WORK INSTRUCTIONS: Restate all of the data below word for word.

------ SUPPLIED RECORDS

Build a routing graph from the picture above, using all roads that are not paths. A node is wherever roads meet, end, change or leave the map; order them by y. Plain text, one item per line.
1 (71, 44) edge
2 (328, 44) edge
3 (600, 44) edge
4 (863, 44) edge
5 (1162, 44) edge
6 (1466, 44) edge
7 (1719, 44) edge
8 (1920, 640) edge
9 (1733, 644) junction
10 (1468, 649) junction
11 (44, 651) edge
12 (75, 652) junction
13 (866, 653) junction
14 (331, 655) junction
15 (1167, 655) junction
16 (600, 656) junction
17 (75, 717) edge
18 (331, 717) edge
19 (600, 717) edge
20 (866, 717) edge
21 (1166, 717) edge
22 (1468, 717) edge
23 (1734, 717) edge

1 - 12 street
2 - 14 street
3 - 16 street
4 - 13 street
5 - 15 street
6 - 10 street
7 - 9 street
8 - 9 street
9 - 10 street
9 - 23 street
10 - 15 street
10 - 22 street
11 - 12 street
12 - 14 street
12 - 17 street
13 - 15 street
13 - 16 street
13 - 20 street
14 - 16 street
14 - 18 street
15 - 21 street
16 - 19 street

------------

SOLUTION TO THE EXERCISE:
Build a routing graph from the picture above, using all roads that are not paths. A node is wherever roads meet, end, change or leave the map; order them by y. Plain text, one item per line.
1 (71, 44) edge
2 (328, 44) edge
3 (600, 44) edge
4 (863, 44) edge
5 (1162, 44) edge
6 (1466, 44) edge
7 (1719, 44) edge
8 (1920, 640) edge
9 (1733, 644) junction
10 (1468, 649) junction
11 (44, 651) edge
12 (75, 652) junction
13 (866, 653) junction
14 (331, 655) junction
15 (1167, 655) junction
16 (600, 656) junction
17 (75, 717) edge
18 (331, 717) edge
19 (600, 717) edge
20 (866, 717) edge
21 (1166, 717) edge
22 (1468, 717) edge
23 (1734, 717) edge

1 - 12 street
2 - 14 street
3 - 16 street
4 - 13 street
5 - 15 street
6 - 10 street
7 - 9 street
8 - 9 street
9 - 10 street
9 - 23 street
10 - 15 street
10 - 22 street
11 - 12 street
12 - 14 street
12 - 17 street
13 - 15 street
13 - 16 street
13 - 20 street
14 - 16 street
14 - 18 street
15 - 21 street
16 - 19 street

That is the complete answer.